EXERCISE GOAL -
Which lines of the data contain the string "Yeomchang"? Show each of them.

MATERIAL PROVIDED -
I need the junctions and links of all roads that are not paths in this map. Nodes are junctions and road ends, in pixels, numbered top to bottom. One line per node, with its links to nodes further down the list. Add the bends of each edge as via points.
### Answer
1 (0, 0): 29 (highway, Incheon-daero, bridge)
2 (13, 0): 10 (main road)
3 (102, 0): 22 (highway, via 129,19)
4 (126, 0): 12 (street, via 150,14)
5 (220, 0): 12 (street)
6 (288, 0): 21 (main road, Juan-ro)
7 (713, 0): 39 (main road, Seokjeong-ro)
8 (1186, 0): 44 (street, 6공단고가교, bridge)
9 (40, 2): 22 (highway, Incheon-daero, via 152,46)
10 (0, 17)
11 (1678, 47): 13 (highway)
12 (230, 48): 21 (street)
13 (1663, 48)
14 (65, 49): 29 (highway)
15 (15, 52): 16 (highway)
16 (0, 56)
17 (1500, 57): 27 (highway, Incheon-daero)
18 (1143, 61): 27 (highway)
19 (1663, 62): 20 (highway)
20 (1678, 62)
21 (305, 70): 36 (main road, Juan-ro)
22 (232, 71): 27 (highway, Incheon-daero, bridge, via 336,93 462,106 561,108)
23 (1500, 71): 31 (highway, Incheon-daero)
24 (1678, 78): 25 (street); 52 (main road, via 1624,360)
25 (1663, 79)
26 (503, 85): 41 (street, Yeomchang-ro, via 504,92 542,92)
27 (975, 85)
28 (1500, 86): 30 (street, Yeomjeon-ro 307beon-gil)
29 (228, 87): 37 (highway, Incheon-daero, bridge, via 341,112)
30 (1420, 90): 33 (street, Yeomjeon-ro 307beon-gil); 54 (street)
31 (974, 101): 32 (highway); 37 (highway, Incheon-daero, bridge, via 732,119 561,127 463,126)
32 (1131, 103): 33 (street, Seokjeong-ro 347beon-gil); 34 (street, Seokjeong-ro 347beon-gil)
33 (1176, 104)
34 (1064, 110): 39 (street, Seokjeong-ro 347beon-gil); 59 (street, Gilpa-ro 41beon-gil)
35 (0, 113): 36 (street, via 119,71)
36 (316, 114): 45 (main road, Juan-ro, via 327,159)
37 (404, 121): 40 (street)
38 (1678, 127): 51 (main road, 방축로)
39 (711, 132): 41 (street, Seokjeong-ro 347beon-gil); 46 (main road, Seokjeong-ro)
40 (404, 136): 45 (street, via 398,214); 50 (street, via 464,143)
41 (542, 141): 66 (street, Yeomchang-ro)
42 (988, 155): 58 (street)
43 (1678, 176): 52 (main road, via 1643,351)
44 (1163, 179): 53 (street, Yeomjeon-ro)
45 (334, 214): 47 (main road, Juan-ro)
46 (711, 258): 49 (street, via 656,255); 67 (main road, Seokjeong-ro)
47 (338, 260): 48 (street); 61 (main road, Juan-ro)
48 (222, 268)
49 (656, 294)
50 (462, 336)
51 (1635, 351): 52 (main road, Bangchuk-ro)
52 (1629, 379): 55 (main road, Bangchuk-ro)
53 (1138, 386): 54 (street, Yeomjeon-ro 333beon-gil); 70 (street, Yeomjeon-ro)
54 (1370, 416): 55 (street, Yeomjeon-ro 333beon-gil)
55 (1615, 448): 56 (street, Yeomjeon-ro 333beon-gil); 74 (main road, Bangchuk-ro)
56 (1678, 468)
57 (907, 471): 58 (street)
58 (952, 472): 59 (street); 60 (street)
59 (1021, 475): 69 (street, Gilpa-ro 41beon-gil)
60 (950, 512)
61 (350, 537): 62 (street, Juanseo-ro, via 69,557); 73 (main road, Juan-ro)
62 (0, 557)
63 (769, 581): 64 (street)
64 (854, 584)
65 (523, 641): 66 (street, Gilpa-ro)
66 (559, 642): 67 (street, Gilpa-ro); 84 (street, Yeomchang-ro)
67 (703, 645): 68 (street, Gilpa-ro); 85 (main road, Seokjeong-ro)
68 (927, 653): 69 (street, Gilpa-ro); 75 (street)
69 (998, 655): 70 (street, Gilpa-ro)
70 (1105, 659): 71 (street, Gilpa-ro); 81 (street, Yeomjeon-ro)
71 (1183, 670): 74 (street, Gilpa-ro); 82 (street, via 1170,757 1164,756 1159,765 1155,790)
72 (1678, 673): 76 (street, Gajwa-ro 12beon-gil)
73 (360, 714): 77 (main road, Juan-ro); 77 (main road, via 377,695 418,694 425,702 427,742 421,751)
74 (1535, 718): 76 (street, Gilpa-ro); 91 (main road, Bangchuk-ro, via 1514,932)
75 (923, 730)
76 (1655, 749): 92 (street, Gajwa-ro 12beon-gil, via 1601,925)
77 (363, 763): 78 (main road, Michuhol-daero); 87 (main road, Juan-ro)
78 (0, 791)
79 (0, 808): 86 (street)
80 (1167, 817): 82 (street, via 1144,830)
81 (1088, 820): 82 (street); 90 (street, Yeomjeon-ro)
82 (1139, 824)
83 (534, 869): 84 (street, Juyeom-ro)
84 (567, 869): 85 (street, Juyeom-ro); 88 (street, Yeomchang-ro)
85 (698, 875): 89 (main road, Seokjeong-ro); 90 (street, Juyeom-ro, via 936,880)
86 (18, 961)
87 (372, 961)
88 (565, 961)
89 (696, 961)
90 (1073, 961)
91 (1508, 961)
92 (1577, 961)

RESPONSE AREA -
26 (503, 85): 41 (street, Yeomchang-ro, via 504,92 542,92)
41 (542, 141): 66 (street, Yeomchang-ro)
66 (559, 642): 67 (street, Gilpa-ro); 84 (street, Yeomchang-ro)
84 (567, 869): 85 (street, Juyeom-ro); 88 (street, Yeomchang-ro)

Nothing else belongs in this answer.